-- TASK PROMPT --
Search the records for "Светлая". Report every line where it occurs.

-- AVAILABLE DATA --
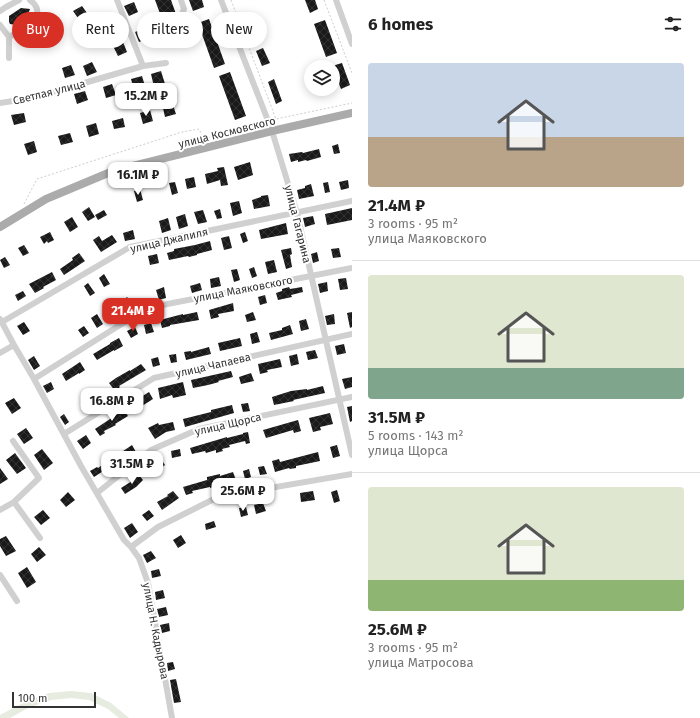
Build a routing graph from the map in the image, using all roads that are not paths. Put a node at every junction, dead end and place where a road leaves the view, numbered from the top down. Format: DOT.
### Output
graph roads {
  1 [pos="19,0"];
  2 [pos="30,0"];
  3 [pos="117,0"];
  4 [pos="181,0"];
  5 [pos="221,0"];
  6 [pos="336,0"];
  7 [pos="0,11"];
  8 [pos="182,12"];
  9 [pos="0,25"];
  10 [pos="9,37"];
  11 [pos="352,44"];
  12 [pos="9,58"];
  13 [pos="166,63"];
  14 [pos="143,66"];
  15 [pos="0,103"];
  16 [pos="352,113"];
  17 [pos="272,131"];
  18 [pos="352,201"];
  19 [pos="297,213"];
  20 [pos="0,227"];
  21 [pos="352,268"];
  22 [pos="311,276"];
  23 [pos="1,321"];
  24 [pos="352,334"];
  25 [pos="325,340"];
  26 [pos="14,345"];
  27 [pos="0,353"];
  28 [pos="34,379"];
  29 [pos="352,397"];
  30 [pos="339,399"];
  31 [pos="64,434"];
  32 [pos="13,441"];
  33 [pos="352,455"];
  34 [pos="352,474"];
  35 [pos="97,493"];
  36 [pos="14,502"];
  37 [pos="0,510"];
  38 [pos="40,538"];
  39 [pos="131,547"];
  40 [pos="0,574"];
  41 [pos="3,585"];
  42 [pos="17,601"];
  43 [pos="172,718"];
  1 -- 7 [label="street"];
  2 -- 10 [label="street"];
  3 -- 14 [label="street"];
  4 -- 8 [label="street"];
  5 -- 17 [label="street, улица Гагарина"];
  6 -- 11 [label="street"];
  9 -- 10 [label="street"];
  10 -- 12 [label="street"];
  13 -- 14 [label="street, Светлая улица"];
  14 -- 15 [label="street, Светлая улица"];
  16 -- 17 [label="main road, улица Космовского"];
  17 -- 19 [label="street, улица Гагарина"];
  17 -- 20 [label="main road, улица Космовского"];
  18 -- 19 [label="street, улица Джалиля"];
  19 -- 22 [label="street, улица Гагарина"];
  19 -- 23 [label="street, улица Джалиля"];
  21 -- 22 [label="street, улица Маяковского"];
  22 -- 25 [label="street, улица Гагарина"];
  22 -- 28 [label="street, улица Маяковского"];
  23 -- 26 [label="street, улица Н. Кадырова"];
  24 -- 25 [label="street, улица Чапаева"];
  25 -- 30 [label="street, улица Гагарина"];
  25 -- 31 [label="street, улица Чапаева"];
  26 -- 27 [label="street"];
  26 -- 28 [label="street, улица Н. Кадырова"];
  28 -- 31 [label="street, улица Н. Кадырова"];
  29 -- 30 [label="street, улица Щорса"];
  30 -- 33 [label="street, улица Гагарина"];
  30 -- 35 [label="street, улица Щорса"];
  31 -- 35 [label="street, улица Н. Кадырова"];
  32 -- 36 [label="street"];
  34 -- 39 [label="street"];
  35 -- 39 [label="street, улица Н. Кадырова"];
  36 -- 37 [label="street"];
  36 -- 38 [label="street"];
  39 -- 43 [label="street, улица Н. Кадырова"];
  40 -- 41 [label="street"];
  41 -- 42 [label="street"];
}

-- ANSWER FOR THE TASK --
  13 -- 14 [label="street, Светлая улица"];
  14 -- 15 [label="street, Светлая улица"];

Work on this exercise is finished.